_Work to be completed_
Across the whole listing, return each line exactly, with no images included.

_Records for this exercise_
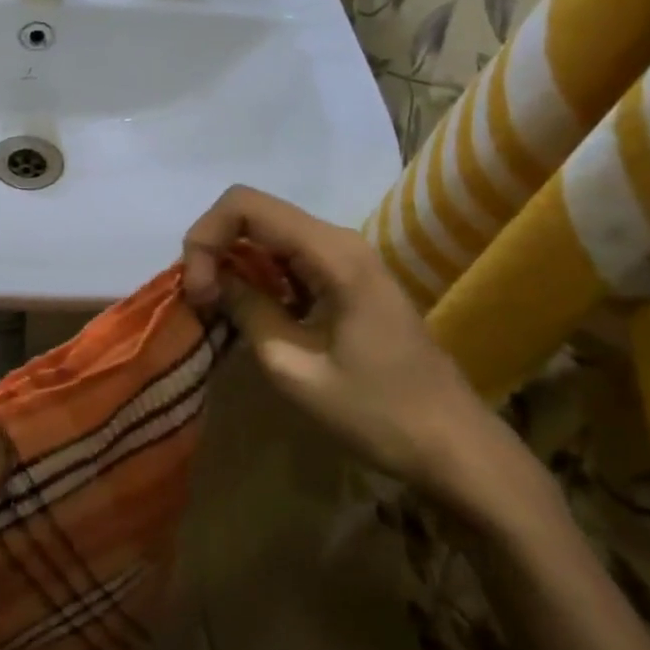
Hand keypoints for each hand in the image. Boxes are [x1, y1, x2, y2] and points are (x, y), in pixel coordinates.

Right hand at [182, 186, 525, 510]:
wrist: (451, 444)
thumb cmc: (375, 411)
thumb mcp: (294, 367)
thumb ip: (248, 311)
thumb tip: (211, 280)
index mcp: (332, 253)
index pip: (244, 205)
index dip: (206, 237)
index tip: (198, 291)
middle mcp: (340, 241)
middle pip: (254, 214)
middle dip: (214, 249)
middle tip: (202, 304)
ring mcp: (347, 257)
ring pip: (268, 234)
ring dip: (233, 263)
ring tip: (218, 311)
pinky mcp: (347, 278)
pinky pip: (288, 257)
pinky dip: (257, 276)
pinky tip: (250, 314)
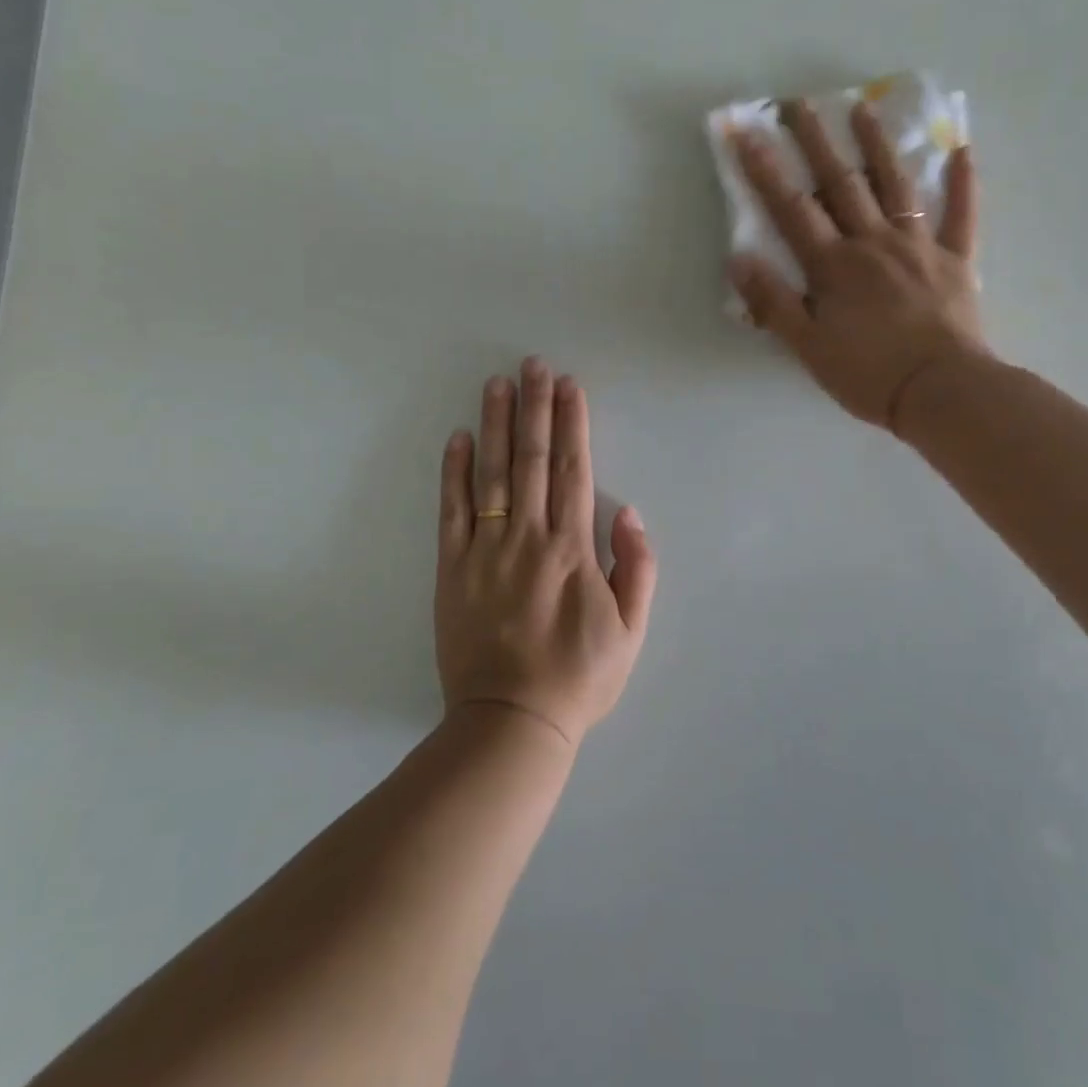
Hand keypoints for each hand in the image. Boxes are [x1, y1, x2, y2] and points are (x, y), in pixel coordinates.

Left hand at [435, 359, 657, 745]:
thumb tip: (628, 511)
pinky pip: (451, 512)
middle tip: (533, 365)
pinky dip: (453, 472)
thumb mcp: (631, 630)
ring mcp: (484, 551)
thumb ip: (636, 567)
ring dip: (495, 425)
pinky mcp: (451, 570)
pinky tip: (458, 437)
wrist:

_Task answer_
Hand keypoints for each hand in the image. Boxes are [x1, y1, x2, y2] and points are (x, y), in pixel coordinates.

Right hand at [182, 186, 525, 510]:
wrist: (451, 444)
thumb cmc: (375, 411)
thumb mcp: (294, 367)
thumb ip: (248, 311)
thumb tip: (211, 280)
index mcp: (332, 253)
index pip: (244, 205)
index dip: (206, 237)
index tip: (198, 291)
middle mcp: (340, 241)
middle pip: (254, 214)
middle dip: (214, 249)
middle tip: (202, 304)
ring mcp: (347, 257)
ring pip: (268, 234)
ring dip: (233, 263)
ring tip: (218, 311)
pinky mcp: (347, 278)
pinky pip: (288, 257)
pinky dip: (257, 276)
pinky tip: (250, 314)
Hand keypoints for each hand in the image. Boxes are [x1, y1, x2, y2] and points are (x, y), in pixel coordinates.

Left hand at [435, 359, 657, 745]:
thumb tip: (628, 511)
pinky pip: (451, 512)
middle tip: (533, 365)
pinky dip: (453, 472)
thumb mcp: (631, 630)
ring mcp: (484, 551)
thumb ip: (636, 567)
ring dip: (495, 425)
pinky mcp: (451, 570)
pinky tip: (458, 437)
wrist:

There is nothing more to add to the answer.